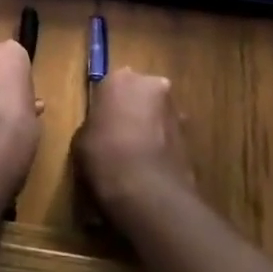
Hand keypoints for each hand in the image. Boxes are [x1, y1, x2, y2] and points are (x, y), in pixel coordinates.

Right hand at [74, 67, 194, 220]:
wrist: (147, 192)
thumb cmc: (104, 157)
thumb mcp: (81, 141)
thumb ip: (93, 127)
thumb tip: (101, 133)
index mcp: (120, 79)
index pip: (111, 87)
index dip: (106, 107)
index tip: (102, 126)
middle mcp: (151, 85)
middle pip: (140, 95)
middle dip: (134, 112)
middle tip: (121, 139)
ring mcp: (175, 111)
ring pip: (158, 116)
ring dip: (151, 130)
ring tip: (138, 160)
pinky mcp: (191, 137)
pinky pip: (170, 139)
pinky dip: (163, 149)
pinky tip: (151, 171)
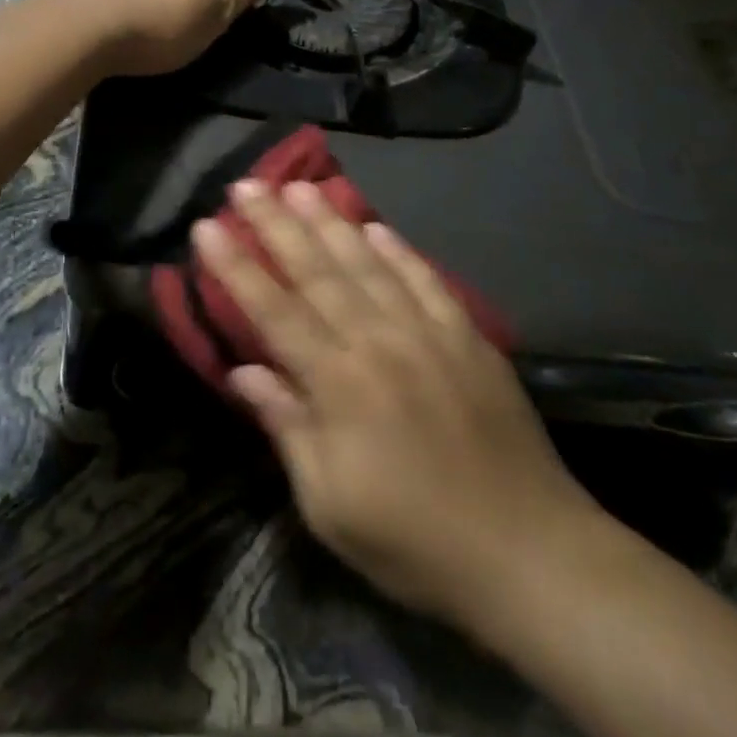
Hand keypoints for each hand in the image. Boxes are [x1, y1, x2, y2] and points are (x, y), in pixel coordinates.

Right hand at [193, 181, 599, 630]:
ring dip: (330, 221)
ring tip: (299, 186)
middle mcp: (378, 342)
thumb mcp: (330, 506)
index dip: (236, 266)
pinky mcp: (468, 336)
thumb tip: (244, 371)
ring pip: (367, 262)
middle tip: (246, 184)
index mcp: (338, 384)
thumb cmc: (414, 541)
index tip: (207, 226)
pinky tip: (375, 227)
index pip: (273, 310)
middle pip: (316, 270)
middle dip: (275, 223)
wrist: (529, 552)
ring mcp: (427, 332)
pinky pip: (425, 279)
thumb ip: (288, 427)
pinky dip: (398, 250)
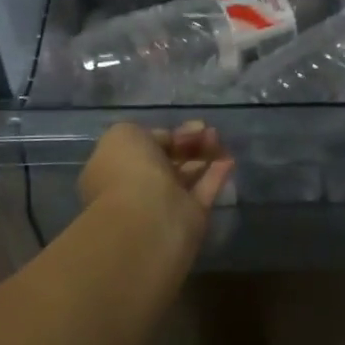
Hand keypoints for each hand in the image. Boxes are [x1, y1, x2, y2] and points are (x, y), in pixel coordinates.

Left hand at [78, 121, 234, 247]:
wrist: (147, 217)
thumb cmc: (130, 170)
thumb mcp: (125, 134)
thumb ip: (145, 134)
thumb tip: (166, 142)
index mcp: (116, 167)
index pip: (145, 146)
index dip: (168, 134)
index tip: (190, 125)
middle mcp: (138, 187)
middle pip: (168, 161)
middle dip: (188, 143)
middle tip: (208, 131)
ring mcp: (165, 204)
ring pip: (187, 175)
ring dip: (204, 155)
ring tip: (218, 139)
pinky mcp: (190, 218)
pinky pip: (204, 191)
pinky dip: (216, 174)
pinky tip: (229, 159)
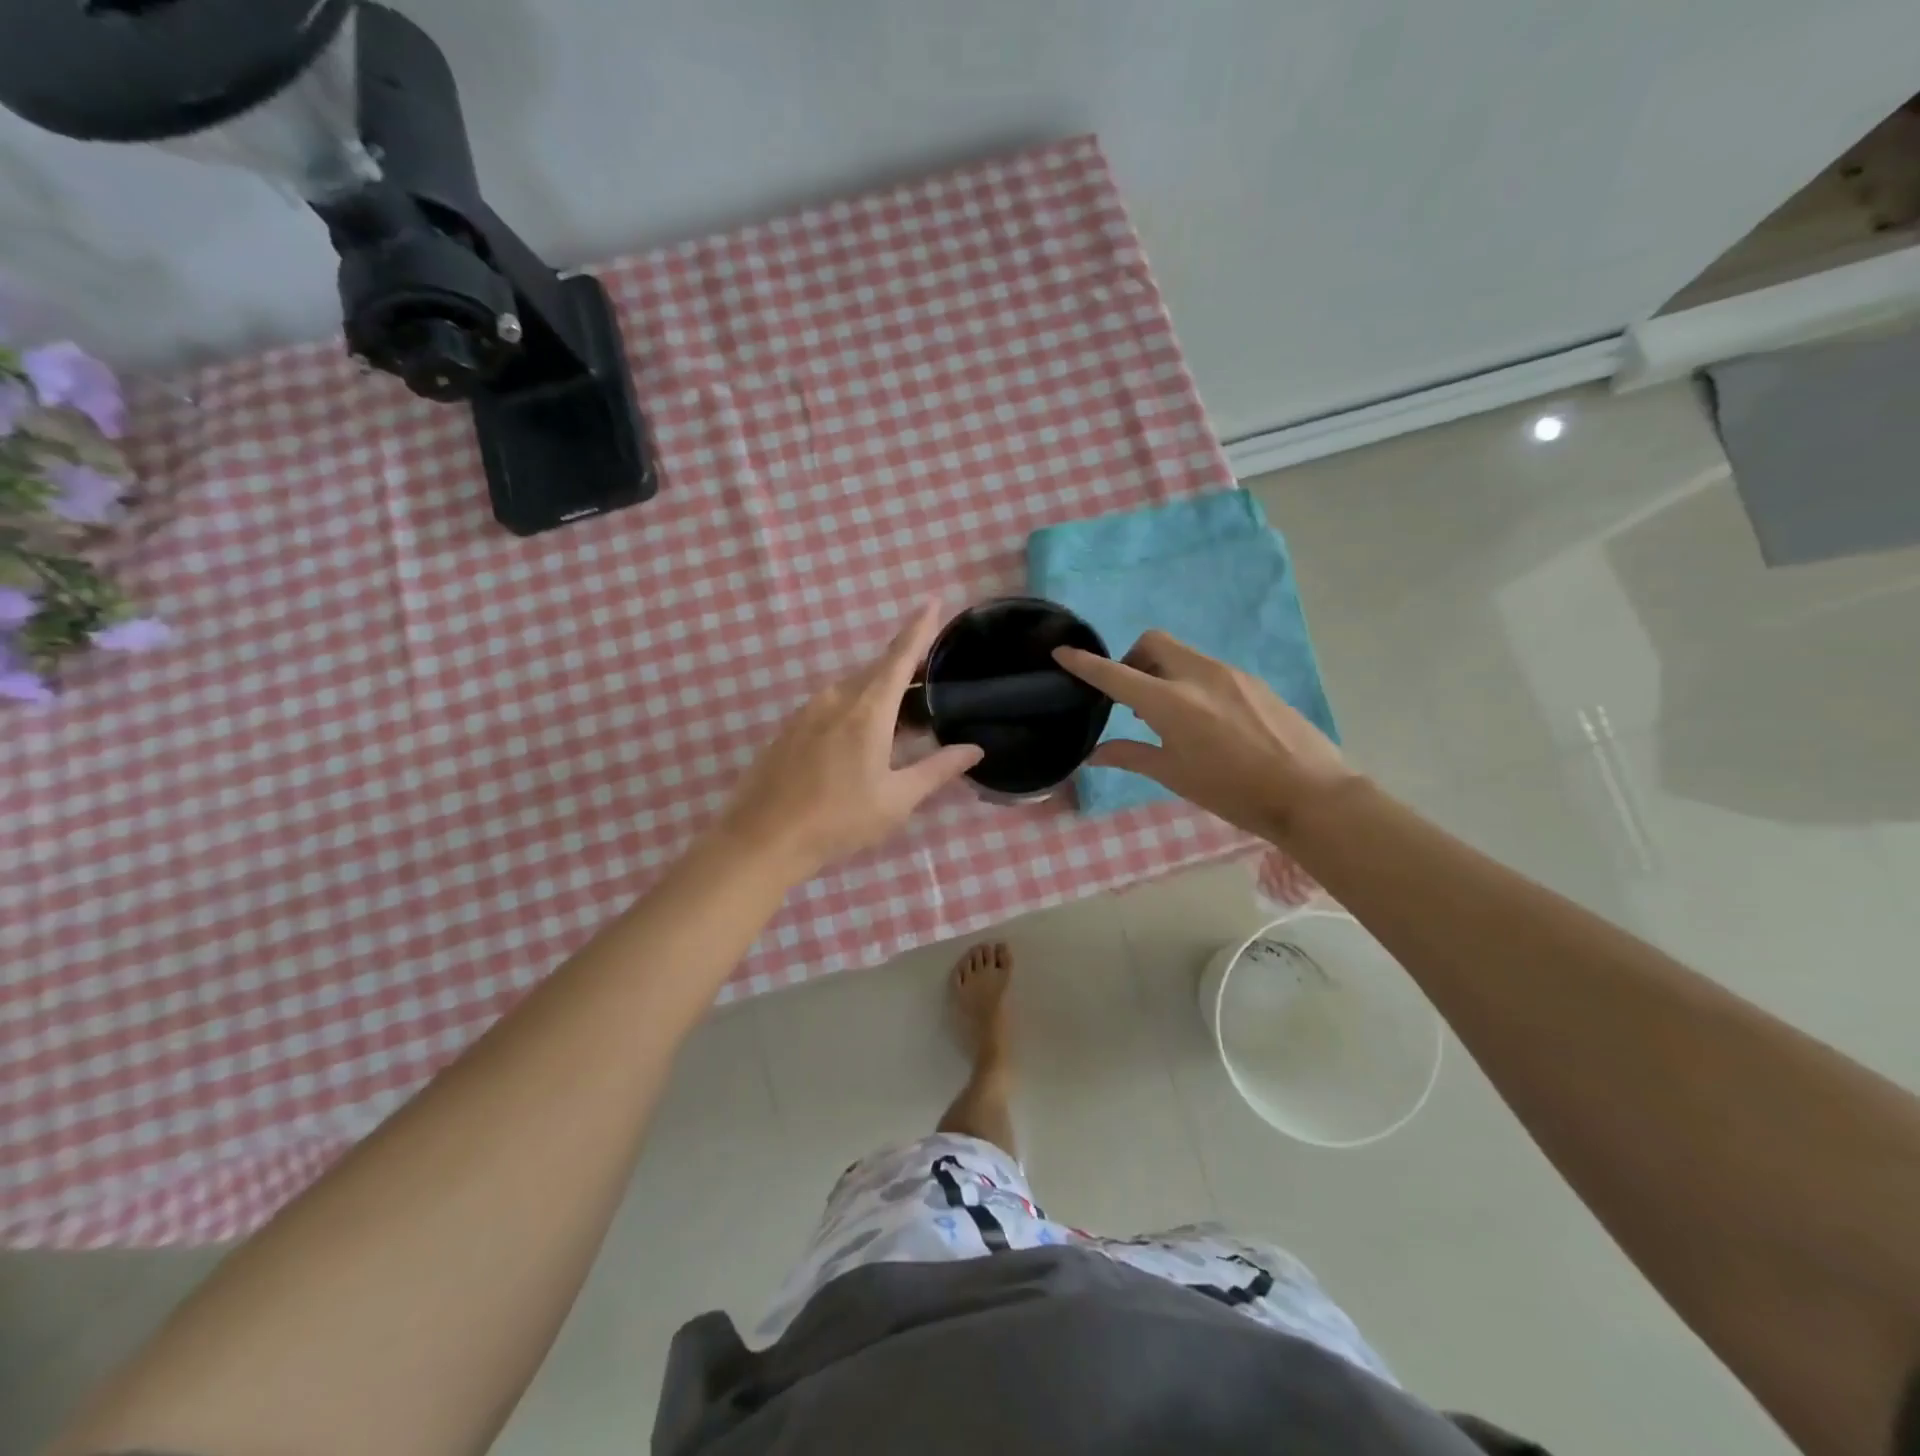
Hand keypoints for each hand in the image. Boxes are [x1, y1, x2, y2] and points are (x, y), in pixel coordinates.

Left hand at [721, 602, 982, 875]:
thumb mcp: (896, 799)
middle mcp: (836, 699)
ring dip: (881, 697)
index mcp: (867, 710)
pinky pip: (832, 705)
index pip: (900, 657)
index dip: (919, 628)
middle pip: (878, 672)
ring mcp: (808, 711)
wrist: (763, 838)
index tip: (933, 600)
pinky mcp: (790, 728)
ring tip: (903, 726)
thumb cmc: (838, 820)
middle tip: (933, 692)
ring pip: (854, 689)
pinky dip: (856, 710)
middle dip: (906, 673)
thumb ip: (937, 769)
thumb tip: (973, 749)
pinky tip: (862, 743)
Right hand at [1054, 631, 1359, 840]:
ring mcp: (1229, 673)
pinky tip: (1202, 717)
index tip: (1062, 652)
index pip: (1116, 674)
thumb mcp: (1175, 776)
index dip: (1085, 663)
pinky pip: (1207, 667)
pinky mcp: (1252, 680)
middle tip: (1131, 696)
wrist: (1308, 793)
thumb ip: (1131, 756)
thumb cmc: (1232, 791)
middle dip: (1131, 658)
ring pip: (1182, 653)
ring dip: (1161, 669)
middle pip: (1152, 642)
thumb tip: (1094, 754)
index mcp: (1171, 703)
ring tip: (1167, 712)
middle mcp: (1198, 676)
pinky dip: (1188, 679)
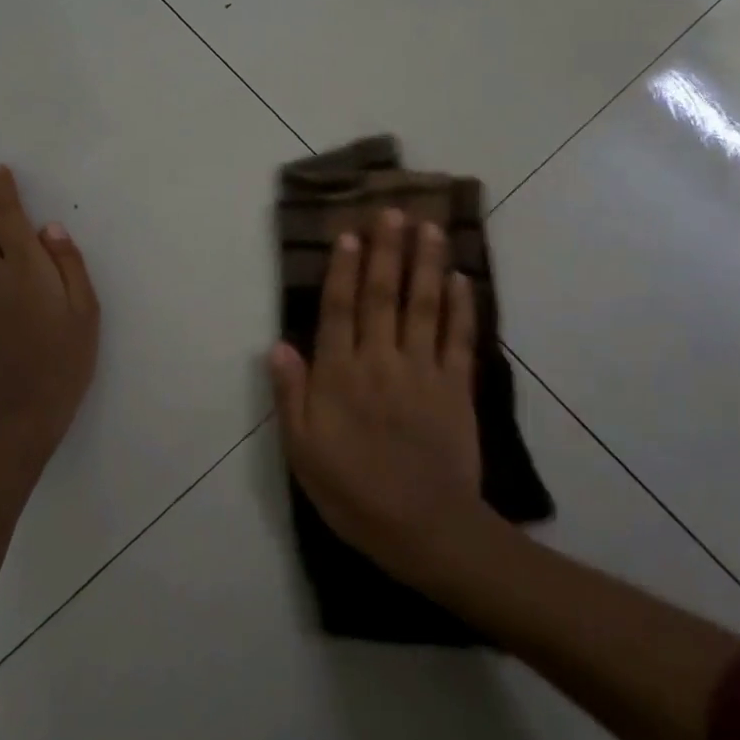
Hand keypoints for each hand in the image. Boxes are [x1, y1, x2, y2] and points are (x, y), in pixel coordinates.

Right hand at [269, 208, 484, 580]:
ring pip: (423, 305)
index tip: (350, 234)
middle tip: (392, 211)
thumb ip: (291, 395)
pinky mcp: (457, 387)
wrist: (424, 528)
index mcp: (339, 376)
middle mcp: (380, 361)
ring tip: (429, 227)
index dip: (343, 269)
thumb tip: (278, 344)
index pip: (339, 310)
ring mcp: (423, 371)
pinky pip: (459, 338)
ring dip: (426, 263)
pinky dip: (462, 306)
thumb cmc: (353, 493)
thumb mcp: (302, 452)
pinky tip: (462, 278)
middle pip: (383, 295)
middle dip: (387, 250)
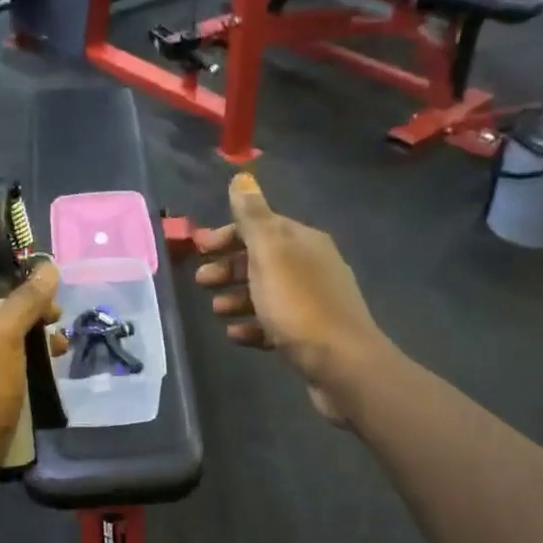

^^^^^^^^

The task: Retype the records in full, exactly as given, and omit the pictures.

Solved problem:
Hand keypoints for each hand in the image. Boxes are [x1, y1, x2, y2] and points are (x, y), in pixel coordinates.

Right hand at [74, 67, 194, 220]:
wrist: (147, 192)
thumb cmc: (104, 157)
thumb mcp: (81, 141)
thumb ip: (93, 127)
thumb tip: (101, 133)
index mcp: (120, 79)
index pip: (111, 87)
index dip: (106, 107)
index tip: (102, 126)
middle mcp: (151, 85)
middle pip: (140, 95)
middle dip: (134, 112)
middle tip: (121, 139)
ring mcp: (175, 111)
ring pip: (158, 116)
ring dip: (151, 130)
ring tip: (138, 160)
pinky mcp: (191, 137)
pinky pip: (170, 139)
pinky dip: (163, 149)
pinky tip: (151, 171)
Hand keypoints for each hand in the image. Boxes are [x1, y1, x2, y2] and points are (x, y), in pixel coordinates.

Right hand at [193, 181, 599, 630]:
ring dip: (330, 221)
ring tip: (299, 186)
middle mcp: (378, 342)
thumb mcp: (330, 506)
index dip: (236, 266)
pinky mcp: (468, 336)
thumb tip: (244, 371)
ring pip: (367, 262)
middle tip: (246, 184)
index mcp: (338, 384)
thumb cmc: (414, 541)
index tip: (207, 226)
pinky tip: (375, 227)
index pip: (273, 310)
middle pip: (316, 270)
middle dip: (275, 223)
wrist: (529, 552)
ring mcp: (427, 332)
pinky pip: (425, 279)
thumb ip: (288, 427)
pinky dip: (398, 250)
Hand keypoints for each hand in the image. Boxes are [x1, y1, x2, y2] and points are (x, y), in pixel coordinates.

Left hand at [78, 121, 234, 247]:
wrist: (147, 217)
thumb cmc: (130, 170)
thumb mcp: (125, 134)
thumb ip: (145, 134)
thumb tip: (166, 142)
index mcp: (116, 167)
index pip: (145, 146)
index dip: (168, 134)
index tip: (190, 125)
middle mcp: (138, 187)
middle pip: (168, 161)
middle dip: (188, 143)
middle tip: (208, 131)
ring mcp: (165, 204)
ring pip: (187, 175)
ring dip: (204, 155)
ring tip: (218, 139)
pinky mcp: (190, 218)
pinky pip: (204, 191)
pinky dip: (216, 174)
pinky tip: (229, 159)
Hand keypoints for each hand in the image. Boxes are [x1, y1, x2, y2] and points are (x, y), in pixel coordinates.

Left hand at [721, 602, 982, 875]:
thumb mcp: (896, 799)
middle mcp: (836, 699)
ring dip: (881, 697)
index mcp: (867, 710)
pinky pip: (832, 705)
index pip: (900, 657)
index dip: (919, 628)
middle pip: (878, 672)
ring mcp: (808, 711)
wrist: (763, 838)
index tip: (933, 600)
pinky mcp: (790, 728)
ring tip: (903, 726)
thumb cmc: (838, 820)
middle tip: (933, 692)
ring pip: (854, 689)
pinky dip: (856, 710)
middle dip: (906, 673)
thumb ip: (937, 769)
thumb tip: (973, 749)
pinky tip: (862, 743)
Right hand at [1054, 631, 1359, 840]:
ring mcp: (1229, 673)
pinky tip: (1202, 717)
index tip: (1062, 652)
index pip: (1116, 674)
thumb mcp: (1175, 776)
index dip: (1085, 663)
pinky pip: (1207, 667)
pinky mcp: (1252, 680)
middle tip: (1131, 696)
wrist: (1308, 793)
thumb ip: (1131, 756)
thumb cmc: (1232, 791)
middle dip: (1131, 658)
ring pip: (1182, 653)
ring dip: (1161, 669)
middle pip: (1152, 642)
thumb tip: (1094, 754)
index mcp: (1171, 703)
ring tip: (1167, 712)
middle mcp: (1198, 676)
pinky dip: (1188, 679)
Hand keypoints for each hand in the image. Boxes are [x1, y1, x2, y2] and points are (x, y), in pixel coordinates.

Right hand at [269, 208, 484, 580]:
ring pip: (423, 305)
index tip: (350, 234)
middle tip: (392, 211)
thumb ip: (291, 395)
pinky mcp: (457, 387)
wrist: (424, 528)
index mcp: (339, 376)
middle mcp: (380, 361)
ring tip: (429, 227)
index dip: (343, 269)
thumb tip: (278, 344)
index pip: (339, 310)
ring mcp: (423, 371)
pinky pip: (459, 338)
ring dip: (426, 263)
pinky dip: (462, 306)
thumb cmc: (353, 493)
thumb mcp: (302, 452)
pinky tip: (462, 278)
middle pip: (383, 295)
middle dip: (387, 250)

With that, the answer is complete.